Unitarian Universalism
Unitarians have been in the forefront of the introduction of secular humanism into modern life. Their apparent connection with religion has given them a cloak of religious piety with which to deceive. It has made of them an ideological bridge over which has traveled, from German and American philosophical “think-tanks” into the mainstream of society, the most avant garde secularism. Where secular humanism is making great strides, whether in the political, social, or religious sphere, you can be sure there are Unitarian figures working either out in the open or behind the scenes to bring about those gains.
Unitarian and universalist tendencies were born long before our present era, but for our purposes it is not necessary to examine the essential roots of either. It will suffice to note that as early as 1553 there was a connection between Unitarian religion and humanism. Michael Servetus, a Neoplatonic Unitarian, i.e. one who denied the Trinity because of the acceptance of the “ineffable One” as the basis of reality, was burned at the stake in 1553. He had fled from the Roman Catholic Inquisition to John Calvin’s Geneva because he had been declared a heretic. His death caused Sebastian Castellio, a liberal humanist, to plead for religious toleration. Unitarianism found a friend in humanism from the outset. They were both based upon human reason rather than biblical revelation. Therefore, they were quite naturally drawn to each other.
In England a scientist and dissenting minister named Joseph Priestley began in the late 1700’s to preach an overt “Unitarian Christianity”: Jesus as man, the primacy of reason and morals, scientific determinism, materialism, and political reform. Out of this new preaching came the British and Foreign Unitarian Association (1825). After a period of division and controversy between warring factions, the General Assembly of Unitarian and Free Christian Churches was formed (1928). They remain an important movement in the British Isles today.
American Unitarianism developed out of the Congregational churches of eastern Massachusetts. Over against the preaching of revivalists of the 18th century, Congregational ministers stressed reason and morals and preached moderation. In 1803 conflict arose between liberals and conservatives over the appointment of a professor of theology at Harvard University, and unwillingly the moderates found themselves labeled Unitarians. Legal battles over church property left the Unitarians in possession of churches founded by their Puritan ancestors in and around Boston. In 1825, on the same day as its British counterpart, the American Unitarian Association was founded, with headquarters in Boston. In the mid 1800’s rationalist, biblical Unitarianism was gradually replaced by institutional religion and social idealism. Christianity and the Bible became obsolete as human aspiration and scientific theory took over. In 1900 the International Association for Liberal Christianity and Religious Freedom was established as this element in Unitarianism came to predominate. During the 1920’s “humanism” – a non-theistic, anti supernatural Unitarianism -arose and moved Unitarians suddenly into their present mode. In 1961 Unitarians merged with the Universalists in a new united church, the American Unitarian Universalist Association.

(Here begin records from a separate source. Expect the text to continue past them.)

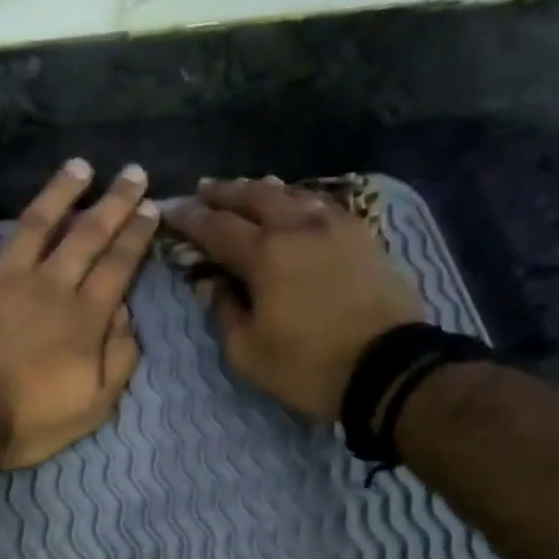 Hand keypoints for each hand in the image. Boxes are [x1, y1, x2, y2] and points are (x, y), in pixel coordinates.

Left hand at [0, 160, 155, 469]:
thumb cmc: (27, 421)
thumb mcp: (93, 406)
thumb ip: (117, 359)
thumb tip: (126, 314)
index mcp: (81, 317)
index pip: (118, 267)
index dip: (137, 236)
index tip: (152, 207)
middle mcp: (44, 286)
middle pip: (84, 236)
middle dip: (113, 203)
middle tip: (132, 172)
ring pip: (30, 224)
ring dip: (55, 193)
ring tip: (75, 166)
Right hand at [166, 177, 424, 419]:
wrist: (388, 367)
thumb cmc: (308, 366)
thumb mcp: (248, 353)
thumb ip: (224, 312)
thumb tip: (212, 284)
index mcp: (265, 254)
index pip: (216, 227)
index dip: (190, 218)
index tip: (170, 210)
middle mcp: (298, 226)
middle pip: (254, 196)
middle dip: (224, 192)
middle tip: (204, 191)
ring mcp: (336, 226)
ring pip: (291, 194)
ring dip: (261, 191)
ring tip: (245, 193)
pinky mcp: (362, 235)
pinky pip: (321, 205)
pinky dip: (297, 202)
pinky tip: (293, 208) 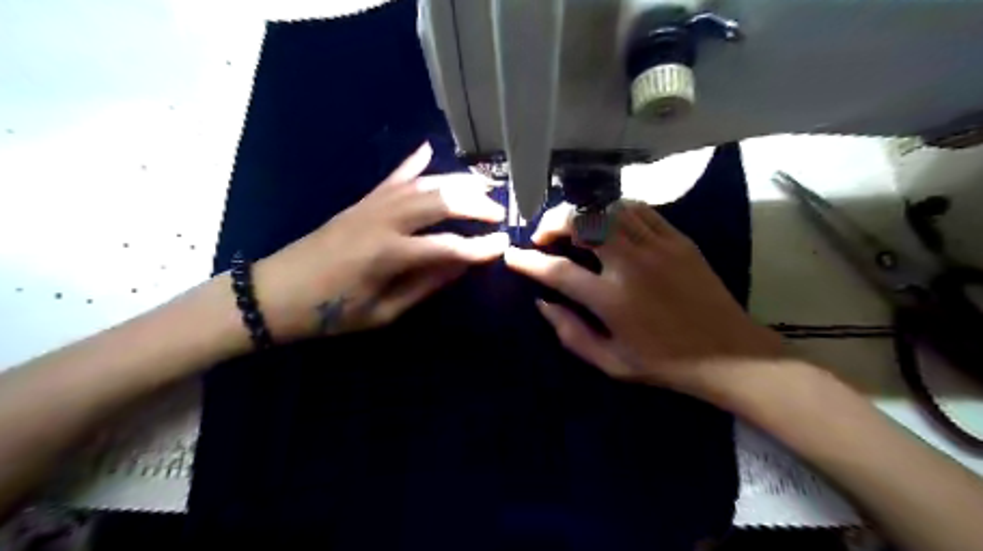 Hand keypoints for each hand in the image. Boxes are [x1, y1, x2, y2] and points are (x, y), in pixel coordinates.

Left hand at [253, 141, 507, 339]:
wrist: (275, 292)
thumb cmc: (330, 312)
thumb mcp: (383, 312)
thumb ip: (426, 286)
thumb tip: (461, 266)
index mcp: (389, 255)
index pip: (448, 247)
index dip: (480, 247)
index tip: (504, 245)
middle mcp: (384, 221)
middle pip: (440, 202)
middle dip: (476, 205)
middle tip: (499, 212)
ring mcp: (371, 205)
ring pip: (422, 184)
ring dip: (456, 181)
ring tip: (483, 184)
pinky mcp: (361, 201)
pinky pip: (392, 177)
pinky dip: (413, 163)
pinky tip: (429, 149)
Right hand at [501, 200, 780, 401]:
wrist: (730, 353)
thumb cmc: (665, 363)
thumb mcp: (610, 362)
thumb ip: (570, 333)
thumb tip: (542, 304)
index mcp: (612, 299)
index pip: (557, 271)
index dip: (528, 262)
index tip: (512, 256)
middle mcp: (631, 264)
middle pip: (582, 222)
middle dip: (553, 222)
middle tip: (543, 235)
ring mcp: (657, 246)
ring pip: (609, 208)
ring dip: (583, 213)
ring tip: (573, 228)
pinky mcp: (678, 239)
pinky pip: (639, 210)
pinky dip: (615, 210)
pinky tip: (608, 222) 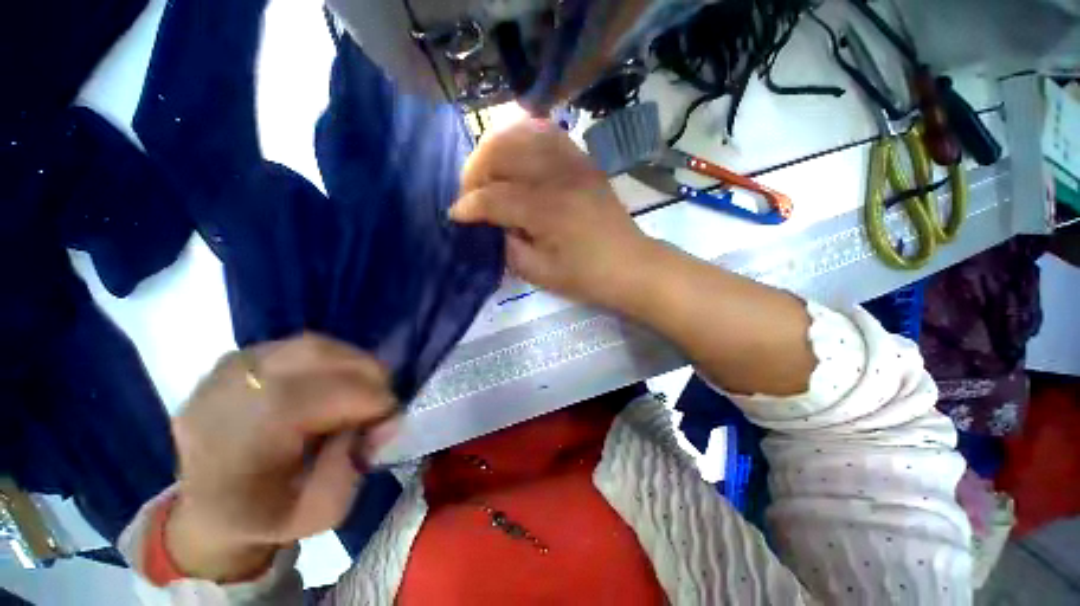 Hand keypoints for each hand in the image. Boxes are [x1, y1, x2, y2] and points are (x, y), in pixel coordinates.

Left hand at [167, 334, 399, 580]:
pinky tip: (333, 380)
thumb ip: (351, 472)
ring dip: (351, 362)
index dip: (372, 401)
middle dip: (367, 373)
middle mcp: (231, 392)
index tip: (387, 420)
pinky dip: (328, 358)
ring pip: (311, 345)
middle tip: (382, 396)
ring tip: (362, 386)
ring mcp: (228, 371)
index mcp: (245, 438)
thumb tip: (376, 426)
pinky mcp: (235, 361)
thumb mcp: (315, 516)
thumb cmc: (263, 517)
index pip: (327, 394)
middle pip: (319, 357)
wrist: (207, 506)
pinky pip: (297, 346)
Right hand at [449, 118, 654, 307]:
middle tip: (471, 194)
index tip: (456, 215)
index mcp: (547, 211)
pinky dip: (524, 137)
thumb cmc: (587, 277)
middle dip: (475, 171)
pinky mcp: (583, 161)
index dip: (468, 206)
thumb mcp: (541, 273)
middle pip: (502, 152)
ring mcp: (574, 163)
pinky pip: (548, 133)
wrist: (631, 266)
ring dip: (495, 149)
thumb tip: (493, 225)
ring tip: (488, 172)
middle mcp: (558, 177)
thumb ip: (509, 247)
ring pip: (522, 133)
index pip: (494, 197)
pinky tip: (515, 153) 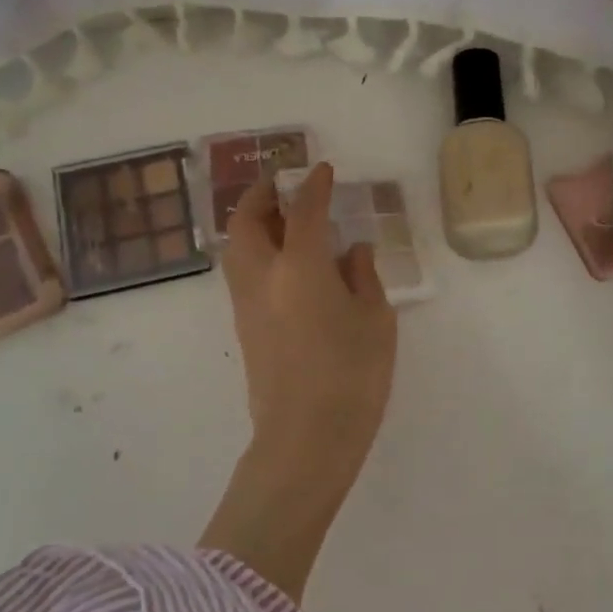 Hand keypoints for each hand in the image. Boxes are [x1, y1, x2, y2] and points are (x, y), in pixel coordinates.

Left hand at [199, 163, 397, 598]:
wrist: (304, 440)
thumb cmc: (352, 377)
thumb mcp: (375, 322)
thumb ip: (364, 278)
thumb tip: (353, 252)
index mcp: (301, 267)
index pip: (304, 211)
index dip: (314, 185)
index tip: (323, 170)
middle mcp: (263, 277)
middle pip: (248, 222)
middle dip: (262, 196)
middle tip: (284, 187)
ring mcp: (247, 304)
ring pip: (236, 248)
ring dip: (253, 224)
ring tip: (281, 221)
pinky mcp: (244, 329)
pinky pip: (242, 273)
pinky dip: (255, 253)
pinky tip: (284, 264)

As Unitarianism became more and more liberal in its thinking, -its leading lights came to see God “not as First Cause prefixed to the scheme of things, but as Indwelling Life pervading it” (Martineau). One result of this view is the Unitarian concept of humanism, which is agnostic about God and emphasizes the human condition and scientific progress. According to the U.S. Unitarian historian E.M. Wilbur, Unitarian history shows a steady drive toward freedom, reason, and tolerance. Unitarians have been especially responsive to the spirit of the age in which they live, and have been leaders and transmitters of current thought.
Religious Liberalism
Modernist thinking pervades most of the larger denominations today. And, wherever religious liberalism has become fashionable, humanism has moved in behind it. James Hitchcock, in his book What is Smular Humanism?, has confirmed this connection. He speaks of the “gradual abandonment of one wall after another,” that is, the giving up of one significant religious principle after another – until all is lost. He describes the progression in liberal religious thinking, beginning with the earliest positions and moving to the present (pp. 121-122):
1. While the Bible as a whole is inspired, certain passages not compatible with modern science, e.g. the creation accounts, are human inventions.

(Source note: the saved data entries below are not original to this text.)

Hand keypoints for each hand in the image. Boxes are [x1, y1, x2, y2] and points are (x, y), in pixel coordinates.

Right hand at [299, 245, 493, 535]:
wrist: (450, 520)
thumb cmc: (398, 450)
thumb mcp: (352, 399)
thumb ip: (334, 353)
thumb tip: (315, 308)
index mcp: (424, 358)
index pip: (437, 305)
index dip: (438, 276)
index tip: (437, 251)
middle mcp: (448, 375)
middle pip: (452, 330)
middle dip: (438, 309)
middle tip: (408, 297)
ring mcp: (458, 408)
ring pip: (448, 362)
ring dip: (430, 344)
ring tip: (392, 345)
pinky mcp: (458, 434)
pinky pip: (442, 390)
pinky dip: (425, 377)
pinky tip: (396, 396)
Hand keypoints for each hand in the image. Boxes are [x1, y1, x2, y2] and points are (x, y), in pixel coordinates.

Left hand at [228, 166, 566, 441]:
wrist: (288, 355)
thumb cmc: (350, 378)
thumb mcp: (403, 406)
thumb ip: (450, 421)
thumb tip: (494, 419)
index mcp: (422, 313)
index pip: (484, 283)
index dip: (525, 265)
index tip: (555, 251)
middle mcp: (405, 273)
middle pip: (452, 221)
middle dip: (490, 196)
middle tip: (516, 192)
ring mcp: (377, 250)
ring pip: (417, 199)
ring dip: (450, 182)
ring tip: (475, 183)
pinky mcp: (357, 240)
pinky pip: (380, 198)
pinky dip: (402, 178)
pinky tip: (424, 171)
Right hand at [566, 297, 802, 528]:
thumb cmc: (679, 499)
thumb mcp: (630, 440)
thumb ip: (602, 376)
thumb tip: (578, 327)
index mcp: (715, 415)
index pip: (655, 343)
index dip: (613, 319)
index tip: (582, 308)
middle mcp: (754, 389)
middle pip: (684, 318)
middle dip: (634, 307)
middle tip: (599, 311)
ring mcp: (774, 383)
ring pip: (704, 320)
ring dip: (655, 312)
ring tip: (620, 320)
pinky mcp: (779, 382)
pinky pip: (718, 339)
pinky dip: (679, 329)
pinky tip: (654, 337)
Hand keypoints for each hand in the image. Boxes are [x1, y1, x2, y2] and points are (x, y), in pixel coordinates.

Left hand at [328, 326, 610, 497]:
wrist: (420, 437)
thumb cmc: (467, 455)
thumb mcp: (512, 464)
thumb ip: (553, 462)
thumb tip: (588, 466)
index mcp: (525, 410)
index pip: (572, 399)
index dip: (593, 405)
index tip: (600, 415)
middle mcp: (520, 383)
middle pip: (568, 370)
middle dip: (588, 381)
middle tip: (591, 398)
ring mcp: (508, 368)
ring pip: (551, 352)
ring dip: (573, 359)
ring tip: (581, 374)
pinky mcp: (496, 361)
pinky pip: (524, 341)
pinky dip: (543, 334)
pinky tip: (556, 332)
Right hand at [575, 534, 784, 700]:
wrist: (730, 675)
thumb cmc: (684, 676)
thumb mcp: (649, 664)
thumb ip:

2. While certain miracles central to the Christian faith, especially Christ’s resurrection from the dead, must be believed, other miracle accounts in Scripture are merely expressions of simpler people.

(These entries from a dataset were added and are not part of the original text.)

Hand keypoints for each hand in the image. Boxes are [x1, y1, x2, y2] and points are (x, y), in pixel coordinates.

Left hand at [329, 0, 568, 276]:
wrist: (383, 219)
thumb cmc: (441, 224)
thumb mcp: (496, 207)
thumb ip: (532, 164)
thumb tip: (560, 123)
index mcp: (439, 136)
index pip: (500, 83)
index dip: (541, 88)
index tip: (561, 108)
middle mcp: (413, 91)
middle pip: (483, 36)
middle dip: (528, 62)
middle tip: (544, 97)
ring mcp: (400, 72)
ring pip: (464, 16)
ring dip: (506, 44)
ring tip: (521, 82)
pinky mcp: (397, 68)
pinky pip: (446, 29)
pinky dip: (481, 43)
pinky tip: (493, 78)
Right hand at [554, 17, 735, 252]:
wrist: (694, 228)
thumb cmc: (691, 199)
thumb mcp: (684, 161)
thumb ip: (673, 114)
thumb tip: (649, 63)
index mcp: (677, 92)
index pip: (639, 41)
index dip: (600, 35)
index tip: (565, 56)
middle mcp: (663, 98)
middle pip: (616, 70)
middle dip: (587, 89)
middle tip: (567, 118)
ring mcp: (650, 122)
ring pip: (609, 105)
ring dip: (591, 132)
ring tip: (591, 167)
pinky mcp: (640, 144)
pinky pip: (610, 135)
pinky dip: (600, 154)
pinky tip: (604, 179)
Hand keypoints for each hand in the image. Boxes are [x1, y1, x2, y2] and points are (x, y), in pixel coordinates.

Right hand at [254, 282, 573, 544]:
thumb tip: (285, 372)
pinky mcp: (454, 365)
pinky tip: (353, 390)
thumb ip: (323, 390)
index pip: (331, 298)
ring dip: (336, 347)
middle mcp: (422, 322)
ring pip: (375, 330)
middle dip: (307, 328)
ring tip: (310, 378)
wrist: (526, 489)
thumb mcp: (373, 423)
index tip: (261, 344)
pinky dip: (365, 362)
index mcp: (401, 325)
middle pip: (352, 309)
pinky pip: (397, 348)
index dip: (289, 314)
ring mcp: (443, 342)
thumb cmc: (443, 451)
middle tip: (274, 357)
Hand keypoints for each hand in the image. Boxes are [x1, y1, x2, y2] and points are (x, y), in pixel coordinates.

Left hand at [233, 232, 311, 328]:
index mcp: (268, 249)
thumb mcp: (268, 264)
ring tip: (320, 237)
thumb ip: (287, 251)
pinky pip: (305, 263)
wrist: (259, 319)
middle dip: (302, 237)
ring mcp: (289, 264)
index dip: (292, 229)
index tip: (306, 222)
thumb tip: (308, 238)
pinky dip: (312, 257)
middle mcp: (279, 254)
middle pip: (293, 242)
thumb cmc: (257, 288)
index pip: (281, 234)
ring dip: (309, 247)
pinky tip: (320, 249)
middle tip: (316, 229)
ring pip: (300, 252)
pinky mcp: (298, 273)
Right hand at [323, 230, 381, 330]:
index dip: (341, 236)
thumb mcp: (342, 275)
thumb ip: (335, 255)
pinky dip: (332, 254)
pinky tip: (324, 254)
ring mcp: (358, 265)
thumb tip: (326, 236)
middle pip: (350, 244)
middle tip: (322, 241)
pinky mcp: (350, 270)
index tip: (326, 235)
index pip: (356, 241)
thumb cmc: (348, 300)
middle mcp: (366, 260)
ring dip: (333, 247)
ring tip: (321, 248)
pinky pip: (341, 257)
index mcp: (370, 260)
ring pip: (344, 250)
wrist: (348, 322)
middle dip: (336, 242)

3. Christians must believe that Christ rose from the dead. However, they need not believe that the tomb was empty on the morning of the third day. The Resurrection can be understood as his continuing spiritual presence among his disciples.
4. While Jesus was certainly the only begotten Son of God, secondary beliefs merely meant to reinforce that, e.g. his virgin birth, need not be believed.
5. While God was certainly present in Jesus in a special way, it is not meaningful to speak of him as the Son of God in the traditional sense.
6. What is central to Christianity is the message of salvation brought by Christ and uniquely achieved through him. The circumstances of this redemption are subject to varying interpretations.
7. To speak of man’s being “saved” by Jesus presents problems since many people do not feel a need of being saved. Jesus is better seen as the greatest moral teacher in the history of the world and Christianity as the pinnacle of world religions.
8. To regard Jesus as unique, and his teaching as superior to that of other religious leaders like the Buddha is arrogant cultural chauvinism. God reveals himself in every culture in different ways.
9. Whatever one may think about the various religions of the world, what is crucial is to believe in an all-powerful God who created the universe and sustains it in being.
10. The word “God” is one which men have used throughout history to refer to some ultimate reality which is the deepest dimension of existence. Personalization of God, and talk about his being creator and lord of the universe, are merely means men have used to make that awareness more vivid to themselves.
What has brought contemporary liberalism to this point? What has made liberals so disposed to “give ground” at every attack by modern thought upon Christianity and its most essential foundational principles? Basic presuppositions are the answer. Hitchcock (pp. 129-130) outlines the basic tenets of contemporary religious liberalism and through them explains this willingness to compromise at every juncture:
1. All religious beliefs are the product of developing human experience and inquiry and, as such, have no special authoritative status.
2. All moral principles are of the same nature. Hence there are no moral absolutes. Right and wrong are essentially determined in accordance with the needs and desires of individuals in particular situations.
3. Two thousand years of Christianity are largely irrelevant to the present, and those aspects of that history still relevant can be made so only by radical reinterpretation.
4. Christianity has no claim to superior status among the religions of the world. All the great religions partake of the truth in accordance with their own cultures and historical situations.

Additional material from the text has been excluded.